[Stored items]

----------------

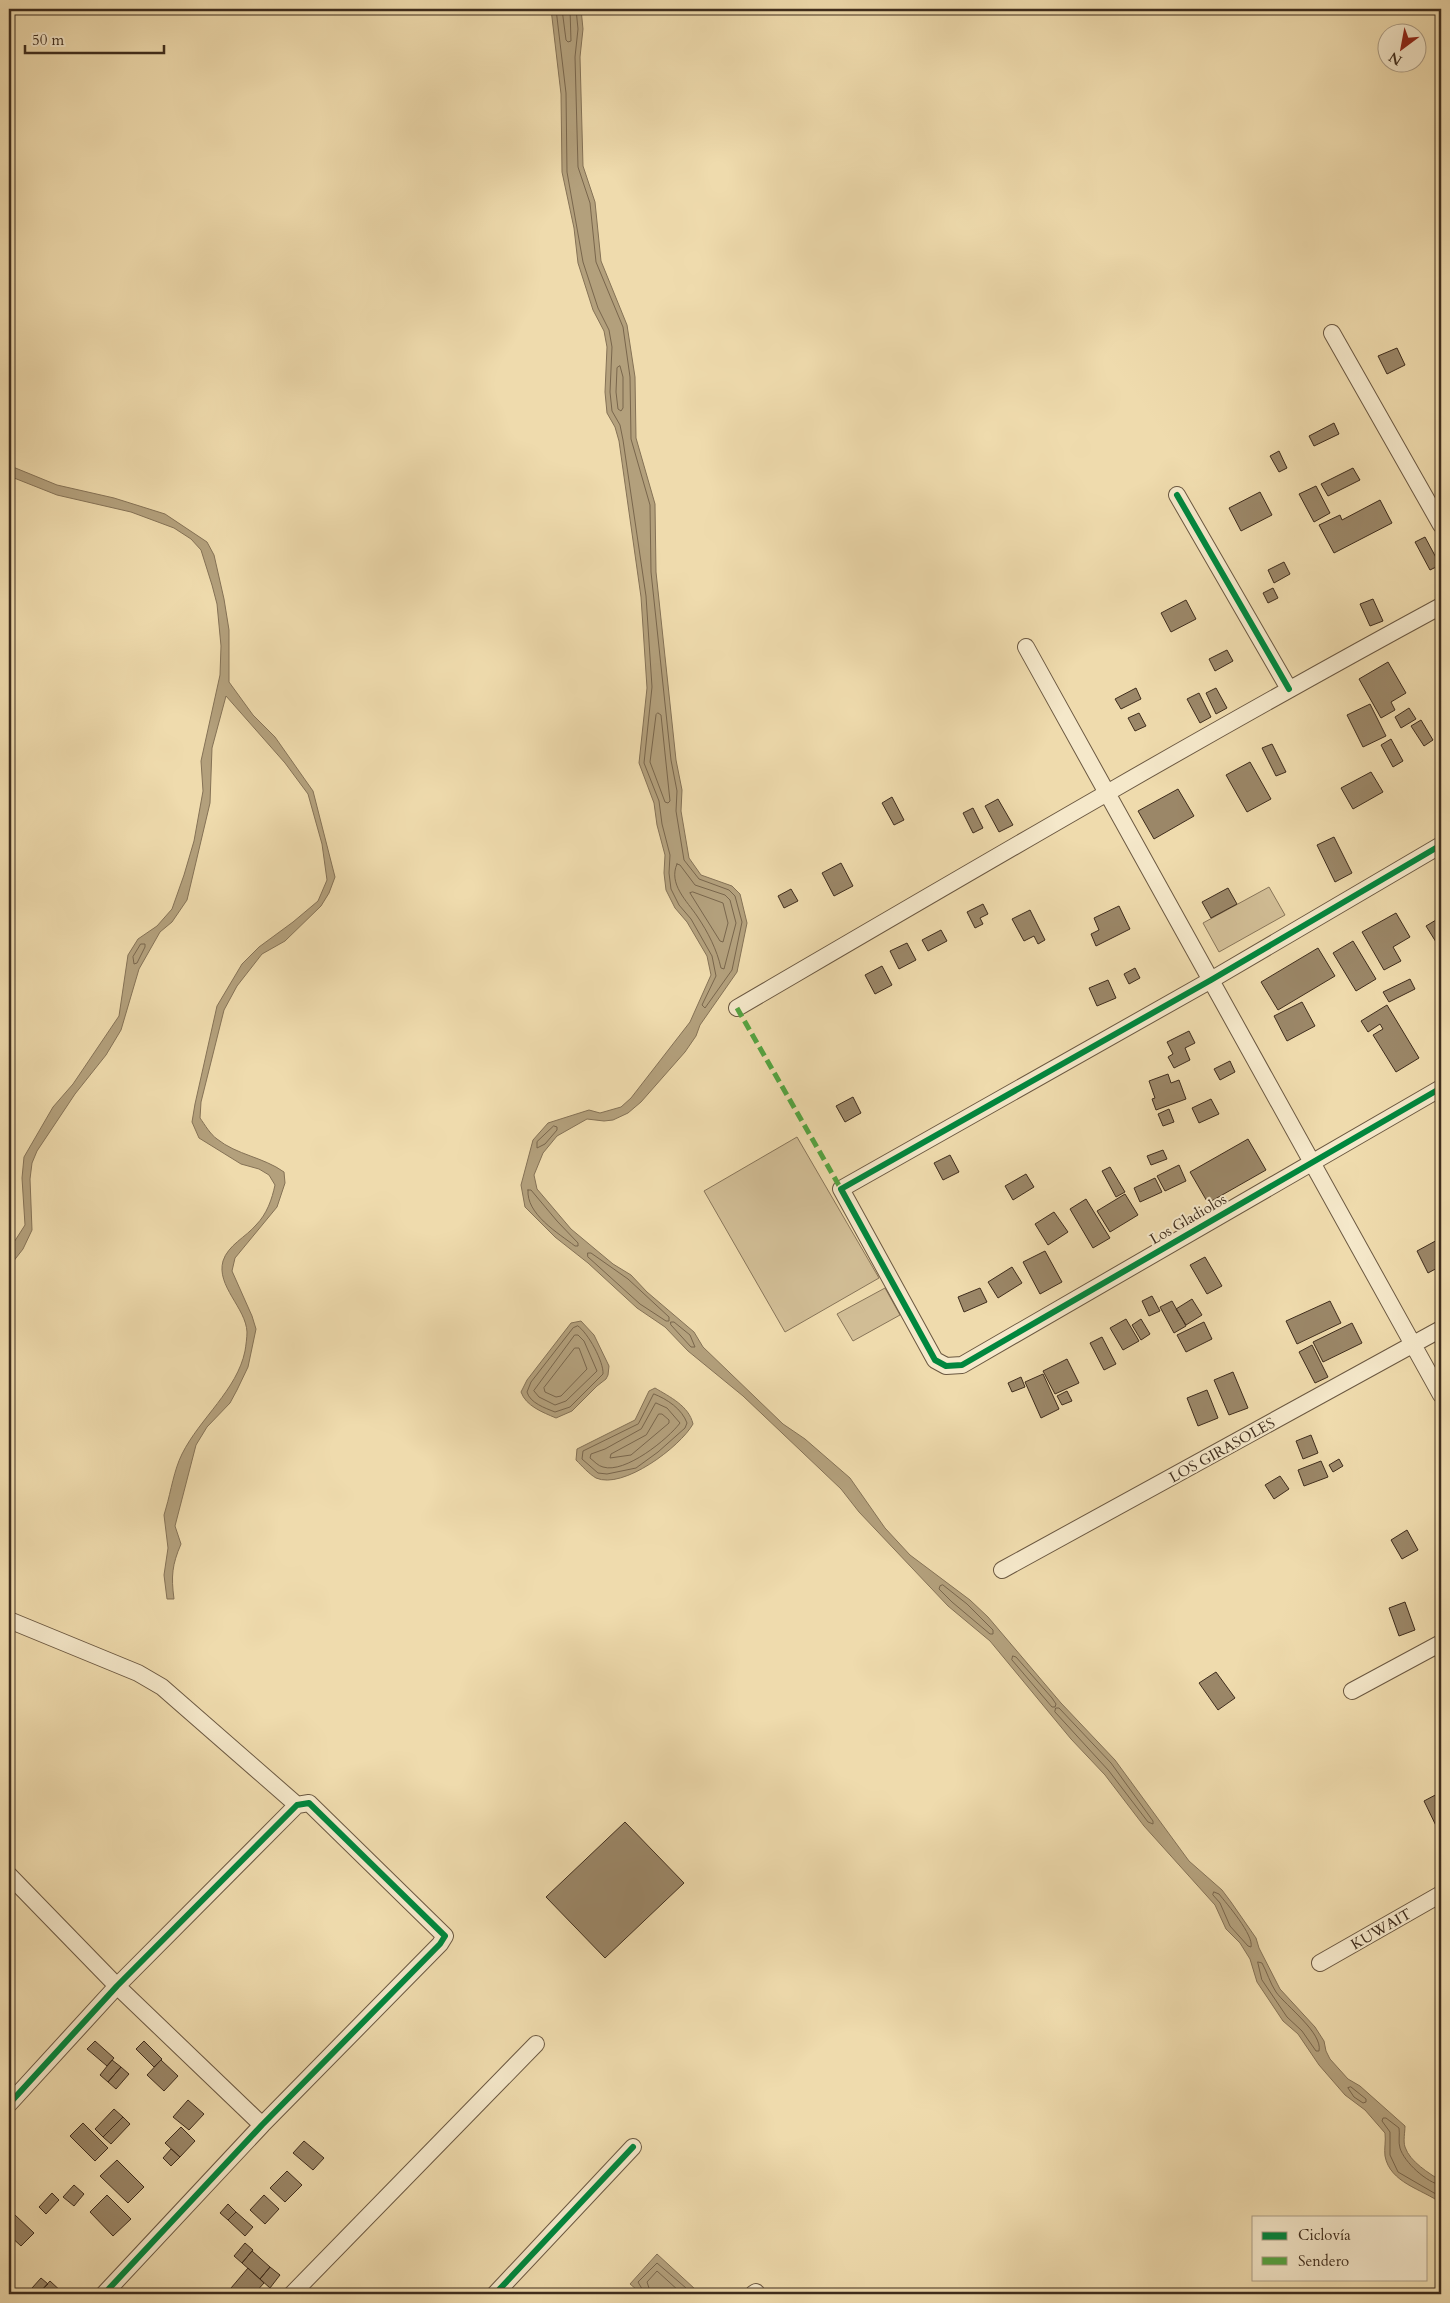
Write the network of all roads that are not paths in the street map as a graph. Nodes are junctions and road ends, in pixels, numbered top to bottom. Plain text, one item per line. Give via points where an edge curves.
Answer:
1 (1332, 333) dead end
2 (1177, 495) dead end
3 (1441, 526) edge
4 (1441, 606) edge
5 (1026, 647) dead end
6 (1289, 688) junction
7 (1107, 792) junction
8 (1441, 845) edge
9 (1211, 980) junction
10 (737, 1008) dead end
11 (1441, 1088) edge
12 (1312, 1162) junction
13 (1441, 1329) edge
14 (1413, 1345) junction
15 (1441, 1396) edge
16 (1002, 1570) dead end
17 (9, 1620) edge
18 (1441, 1643) edge
19 (1352, 1691) dead end
20 (297, 1805) junction
21 (9, 1876) edge
22 (1441, 1894) edge
23 (1320, 1963) dead end
24 (117, 1986) junction
25 (536, 2044) dead end
26 (9, 2104) edge
27 (262, 2125) junction
28 (633, 2147) dead end
29 (104, 2294) edge
30 (292, 2294) edge
31 (495, 2294) edge

1 - 3 street
2 - 6 street
4 - 6 street
5 - 7 street
6 - 7 street
7 - 9 street
7 - 10 street
8 - 9 street
9 - 12 street
9 - 12 street, Los Gladiolos via 841,1189 935,1360 946,1366 962,1365
11 - 12 street, Los Gladiolos
12 - 14 street
13 - 14 street, LOS GIRASOLES
14 - 15 street
14 - 16 street, LOS GIRASOLES
17 - 20 street via 138,1673 162,1687
18 - 19 street
20 - 24 street
20 - 27 street via 309,1803 445,1936
21 - 24 street
22 - 23 street, KUWAIT
24 - 26 street
24 - 27 street
25 - 30 street
27 - 29 street
28 - 31 street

----------------

* **Assignment**: Return every entry of the data above verbatim, with no images included.

* **Answer to this task**:
Write the network of all roads that are not paths in the street map as a graph. Nodes are junctions and road ends, in pixels, numbered top to bottom. Plain text, one item per line. Give via points where an edge curves.
Answer:
1 (1332, 333) dead end
2 (1177, 495) dead end
3 (1441, 526) edge
4 (1441, 606) edge
5 (1026, 647) dead end
6 (1289, 688) junction
7 (1107, 792) junction
8 (1441, 845) edge
9 (1211, 980) junction
10 (737, 1008) dead end
11 (1441, 1088) edge
12 (1312, 1162) junction
13 (1441, 1329) edge
14 (1413, 1345) junction
15 (1441, 1396) edge
16 (1002, 1570) dead end
17 (9, 1620) edge
18 (1441, 1643) edge
19 (1352, 1691) dead end
20 (297, 1805) junction
21 (9, 1876) edge
22 (1441, 1894) edge
23 (1320, 1963) dead end
24 (117, 1986) junction
25 (536, 2044) dead end
26 (9, 2104) edge
27 (262, 2125) junction
28 (633, 2147) dead end
29 (104, 2294) edge
30 (292, 2294) edge
31 (495, 2294) edge

1 - 3 street
2 - 6 street
4 - 6 street
5 - 7 street
6 - 7 street
7 - 9 street
7 - 10 street
8 - 9 street
9 - 12 street
9 - 12 street, Los Gladiolos via 841,1189 935,1360 946,1366 962,1365
11 - 12 street, Los Gladiolos
12 - 14 street
13 - 14 street, LOS GIRASOLES
14 - 15 street
14 - 16 street, LOS GIRASOLES
17 - 20 street via 138,1673 162,1687
18 - 19 street
20 - 24 street
20 - 27 street via 309,1803 445,1936
21 - 24 street
22 - 23 street, KUWAIT
24 - 26 street
24 - 27 street
25 - 30 street
27 - 29 street
28 - 31 street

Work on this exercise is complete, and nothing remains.